— Problem details —
Every entry should be given again exactly, with nothing dropped.

— The data —
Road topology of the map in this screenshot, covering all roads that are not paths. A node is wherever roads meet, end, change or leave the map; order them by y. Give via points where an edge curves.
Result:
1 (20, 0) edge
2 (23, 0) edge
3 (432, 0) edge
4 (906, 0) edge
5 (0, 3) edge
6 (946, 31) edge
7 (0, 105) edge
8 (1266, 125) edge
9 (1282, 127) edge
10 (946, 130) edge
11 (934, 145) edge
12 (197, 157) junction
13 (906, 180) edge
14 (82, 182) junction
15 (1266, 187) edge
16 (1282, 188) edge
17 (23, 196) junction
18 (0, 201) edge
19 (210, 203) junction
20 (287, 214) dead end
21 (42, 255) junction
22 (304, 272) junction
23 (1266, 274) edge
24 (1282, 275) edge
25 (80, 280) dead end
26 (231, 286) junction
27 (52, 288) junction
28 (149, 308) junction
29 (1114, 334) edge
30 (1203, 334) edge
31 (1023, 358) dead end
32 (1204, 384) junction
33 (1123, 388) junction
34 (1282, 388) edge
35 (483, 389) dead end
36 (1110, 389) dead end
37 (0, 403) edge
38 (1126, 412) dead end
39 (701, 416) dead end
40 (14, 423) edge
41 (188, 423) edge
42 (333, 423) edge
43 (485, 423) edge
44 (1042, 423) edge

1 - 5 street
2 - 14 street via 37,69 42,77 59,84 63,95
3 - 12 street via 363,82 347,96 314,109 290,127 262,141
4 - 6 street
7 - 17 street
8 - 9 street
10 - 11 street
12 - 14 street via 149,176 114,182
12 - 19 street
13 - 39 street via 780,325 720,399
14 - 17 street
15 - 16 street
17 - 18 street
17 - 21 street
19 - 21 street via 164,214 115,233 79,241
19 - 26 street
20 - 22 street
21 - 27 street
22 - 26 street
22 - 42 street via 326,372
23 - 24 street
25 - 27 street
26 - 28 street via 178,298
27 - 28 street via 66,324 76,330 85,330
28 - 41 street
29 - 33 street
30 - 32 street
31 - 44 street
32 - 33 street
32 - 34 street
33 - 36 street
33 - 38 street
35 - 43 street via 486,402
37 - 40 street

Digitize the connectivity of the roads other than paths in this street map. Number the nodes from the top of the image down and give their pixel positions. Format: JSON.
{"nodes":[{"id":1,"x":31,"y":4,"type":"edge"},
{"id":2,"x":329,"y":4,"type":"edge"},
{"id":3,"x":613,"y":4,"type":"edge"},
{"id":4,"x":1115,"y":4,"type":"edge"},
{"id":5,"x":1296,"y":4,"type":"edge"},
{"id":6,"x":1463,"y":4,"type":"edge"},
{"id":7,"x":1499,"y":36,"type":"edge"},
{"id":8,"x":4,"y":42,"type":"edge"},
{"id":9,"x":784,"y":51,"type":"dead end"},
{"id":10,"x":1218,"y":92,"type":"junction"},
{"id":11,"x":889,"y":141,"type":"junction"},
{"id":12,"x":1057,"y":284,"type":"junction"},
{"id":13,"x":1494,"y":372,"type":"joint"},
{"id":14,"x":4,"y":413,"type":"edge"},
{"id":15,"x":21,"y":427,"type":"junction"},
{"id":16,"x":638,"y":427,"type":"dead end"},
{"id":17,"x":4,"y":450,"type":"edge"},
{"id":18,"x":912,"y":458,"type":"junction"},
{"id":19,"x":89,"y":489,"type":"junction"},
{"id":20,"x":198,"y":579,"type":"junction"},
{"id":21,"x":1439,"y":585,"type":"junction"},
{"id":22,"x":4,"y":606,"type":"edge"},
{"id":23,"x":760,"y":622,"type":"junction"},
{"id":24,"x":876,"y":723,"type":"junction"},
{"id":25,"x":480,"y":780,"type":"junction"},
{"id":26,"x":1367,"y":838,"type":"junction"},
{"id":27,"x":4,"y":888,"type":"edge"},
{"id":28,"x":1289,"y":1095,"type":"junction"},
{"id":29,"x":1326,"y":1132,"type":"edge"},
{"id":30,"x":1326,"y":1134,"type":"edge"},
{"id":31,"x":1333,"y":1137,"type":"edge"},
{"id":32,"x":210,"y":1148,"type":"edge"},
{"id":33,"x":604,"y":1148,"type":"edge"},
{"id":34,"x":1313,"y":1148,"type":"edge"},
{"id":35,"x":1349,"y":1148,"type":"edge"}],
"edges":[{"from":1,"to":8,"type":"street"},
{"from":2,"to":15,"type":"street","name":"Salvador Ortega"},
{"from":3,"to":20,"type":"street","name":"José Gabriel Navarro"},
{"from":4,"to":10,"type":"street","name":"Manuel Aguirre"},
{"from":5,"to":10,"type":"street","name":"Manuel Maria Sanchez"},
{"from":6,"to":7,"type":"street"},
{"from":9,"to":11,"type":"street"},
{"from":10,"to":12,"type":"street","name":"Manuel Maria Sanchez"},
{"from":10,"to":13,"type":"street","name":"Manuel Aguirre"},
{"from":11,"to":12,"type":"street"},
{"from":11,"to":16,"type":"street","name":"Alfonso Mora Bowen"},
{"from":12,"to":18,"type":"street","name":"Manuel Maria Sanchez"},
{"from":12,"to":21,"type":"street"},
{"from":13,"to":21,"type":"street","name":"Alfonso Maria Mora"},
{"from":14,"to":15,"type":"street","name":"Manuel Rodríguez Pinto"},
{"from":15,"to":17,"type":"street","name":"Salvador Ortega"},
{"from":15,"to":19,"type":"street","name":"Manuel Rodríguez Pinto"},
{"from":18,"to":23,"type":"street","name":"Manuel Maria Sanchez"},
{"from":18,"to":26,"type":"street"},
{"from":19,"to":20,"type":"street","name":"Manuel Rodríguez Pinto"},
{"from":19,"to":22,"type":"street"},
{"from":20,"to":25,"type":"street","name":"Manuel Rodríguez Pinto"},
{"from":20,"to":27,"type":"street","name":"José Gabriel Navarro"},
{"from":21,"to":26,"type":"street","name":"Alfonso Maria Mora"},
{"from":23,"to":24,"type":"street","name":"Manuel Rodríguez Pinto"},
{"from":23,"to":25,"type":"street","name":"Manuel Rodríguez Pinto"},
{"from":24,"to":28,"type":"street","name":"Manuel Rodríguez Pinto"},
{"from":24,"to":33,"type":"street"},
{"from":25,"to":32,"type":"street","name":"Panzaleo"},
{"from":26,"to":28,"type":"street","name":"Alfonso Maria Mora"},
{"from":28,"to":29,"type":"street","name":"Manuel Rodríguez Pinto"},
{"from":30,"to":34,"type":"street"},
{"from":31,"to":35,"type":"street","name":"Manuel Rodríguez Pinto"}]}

— Completed task —
Road topology of the map in this screenshot, covering all roads that are not paths. A node is wherever roads meet, end, change or leave the map; order them by y. Give via points where an edge curves.
Result:
1 (20, 0) edge
2 (23, 0) edge
3 (432, 0) edge
4 (906, 0) edge
5 (0, 3) edge
6 (946, 31) edge
7 (0, 105) edge
8 (1266, 125) edge
9 (1282, 127) edge
10 (946, 130) edge
11 (934, 145) edge
12 (197, 157) junction
13 (906, 180) edge
14 (82, 182) junction
15 (1266, 187) edge
16 (1282, 188) edge
17 (23, 196) junction
18 (0, 201) edge
19 (210, 203) junction
20 (287, 214) dead end
21 (42, 255) junction
22 (304, 272) junction
23 (1266, 274) edge
24 (1282, 275) edge
25 (80, 280) dead end
26 (231, 286) junction
27 (52, 288) junction
28 (149, 308) junction
29 (1114, 334) edge
30 (1203, 334) edge
31 (1023, 358) dead end
32 (1204, 384) junction
33 (1123, 388) junction
34 (1282, 388) edge
35 (483, 389) dead end
36 (1110, 389) dead end
37 (0, 403) edge
38 (1126, 412) dead end
39 (701, 416) dead end
40 (14, 423) edge
41 (188, 423) edge
42 (333, 423) edge
43 (485, 423) edge
44 (1042, 423) edge

1 - 5 street
2 - 14 street via 37,69 42,77 59,84 63,95
3 - 12 street via 363,82 347,96 314,109 290,127 262,141
4 - 6 street
7 - 17 street
8 - 9 street
10 - 11 street
12 - 14 street via 149,176 114,182
12 - 19 street
13 - 39 street via 780,325 720,399
14 - 17 street
15 - 16 street
17 - 18 street
17 - 21 street
19 - 21 street via 164,214 115,233 79,241
19 - 26 street
20 - 22 street
21 - 27 street
22 - 26 street
22 - 42 street via 326,372
23 - 24 street
25 - 27 street
26 - 28 street via 178,298
27 - 28 street via 66,324 76,330 85,330
28 - 41 street
29 - 33 street
30 - 32 street
31 - 44 street
32 - 33 street
32 - 34 street
33 - 36 street
33 - 38 street
35 - 43 street via 486,402
37 - 40 street

Digitize the connectivity of the roads other than paths in this street map. Number the nodes from the top of the image down and give their pixel positions. Format: JSON.
{"nodes":[{"id":1,"x":31,"y":4,"type":"edge"},
{"id":2,"x":329,"y":4,"type":"edge"},
{"id":3,"x":613,"y":4,"type":"edge"},
{"id":4,"x":1115,"y":4,"type":"edge"},
{"id":5,"x":1296,"y":4,"type":"edge"},
{"id":6,"x":1463,"y":4,"type":"edge"},
{"id":7,"x":1499,"y":36,"type":"edge"},
{"id":8,"x":4,"y":42,"type":"edge"},
{"id":9,"x":784,"y":51,"type":"dead end"},
{"id":10,"x":1218,"y":92,"type":"junction"},
{"id":11,"x":889,"y":141,"type":"junction"},
{"id":12,"x":1057,"y":284,"type":"junction"},
{"id":13,"x":1494,"y":372,"type":"joint"},
{"id":14,"x":4,"y":413,"type":"edge"},
{"id":15,"x":21,"y":427,"type":"junction"},
{"id":16,"x":638,"y":427,"type":"dead end"},
{"id":17,"x":4,"y":450,"type":"edge"},
{"id":18,"x":912,"y":458,"type":"junction"},
{"id":19,"x":89,"y":489,"type":"junction"},
{"id":20,"x":198,"y":579,"type":"junction"},
{"id":21,"x":1439,"y":585,"type":"junction"},
{"id":22,"x":4,"y":606,"type":"edge"},
{"id":23,"x":760,"y":622,"type":"junction"},
{"id":24,"x":876,"y":723,"type":"junction"},
{"id":25,"x":480,"y":780,"type":"junction"},
{"id":26,"x":1367,"y":838,"type":"junction"},
{"id":27,"x":4,"y":888,"type":"edge"},
{"id":28,"x":1289,"y":1095,"type":"junction"},
{"id":29,"x":1326,"y":1132,"type":"edge"},
{"id":30,"x":1326,"y":1134,"type":"edge"},
{"id":31,"x":1333,"y":1137,"type":"edge"},
{"id":32,"x":210,"y":1148,"type":"edge"},
{"id":33,"x":604,"y":1148,"type":"edge"},
{"id":34,"x":1313,"y":1148,"type":"edge"},
{"id":35,"x":1349,"y":1148,"type":"edge"}],
"edges":[{"from":1,"to":8,"type":"street"},
{"from":2,"to":15,"type":"street","name":"Salvador Ortega"},
{"from":3,"to":20,"type":"street","name":"José Gabriel Navarro"},
{"from":4,"to":10,"type":"street","name":"Manuel Aguirre"},
{"from":5,"to":10,"type":"street","name":"Manuel Maria Sanchez"},
{"from":6,"to":7,"type":"street"},
{"from":9,"to":11,"type":"street"},
{"from":10,"to":12,"type":"street","name":"Manuel Maria Sanchez"},
{"from":10,"to":13,"type":"street","name":"Manuel Aguirre"},
{"from":11,"to":12,"type":"street"},
{"from":11,"to":16,"type":"street","name":"Alfonso Mora Bowen"},
{"from":12,"to":18,"type":"street","name":"Manuel Maria Sanchez"},
{"from":12,"to":21,"type":"street"},
{"from":13,"to":21,"type":"street","name":"Alfonso Maria Mora"},
{"from":14,"to":15,"type":"street","name":"Manuel Rodríguez Pinto"},
{"from":15,"to":17,"type":"street","name":"Salvador Ortega"},
{"from":15,"to":19,"type":"street","name":"Manuel Rodríguez Pinto"},
{"from":18,"to":23,"type":"street","name":"Manuel Maria Sanchez"},
{"from":18,"to":26,"type":"street"},
{"from":19,"to":20,"type":"street","name":"Manuel Rodríguez Pinto"},
{"from":19,"to":22,"type":"street"},
{"from":20,"to":25,"type":"street","name":"Manuel Rodríguez Pinto"},
{"from":20,"to":27,"type":"street","name":"José Gabriel Navarro"},
{"from":21,"to":26,"type":"street","name":"Alfonso Maria Mora"},
{"from":23,"to":24,"type":"street","name":"Manuel Rodríguez Pinto"},
{"from":23,"to":25,"type":"street","name":"Manuel Rodríguez Pinto"},
{"from":24,"to":28,"type":"street","name":"Manuel Rodríguez Pinto"},
{"from":24,"to":33,"type":"street"},
{"from":25,"to":32,"type":"street","name":"Panzaleo"},
{"from":26,"to":28,"type":"street","name":"Alfonso Maria Mora"},
{"from":28,"to":29,"type":"street","name":"Manuel Rodríguez Pinto"},
{"from":30,"to":34,"type":"street"},
{"from":31,"to":35,"type":"street","name":"Manuel Rodríguez Pinto"}]}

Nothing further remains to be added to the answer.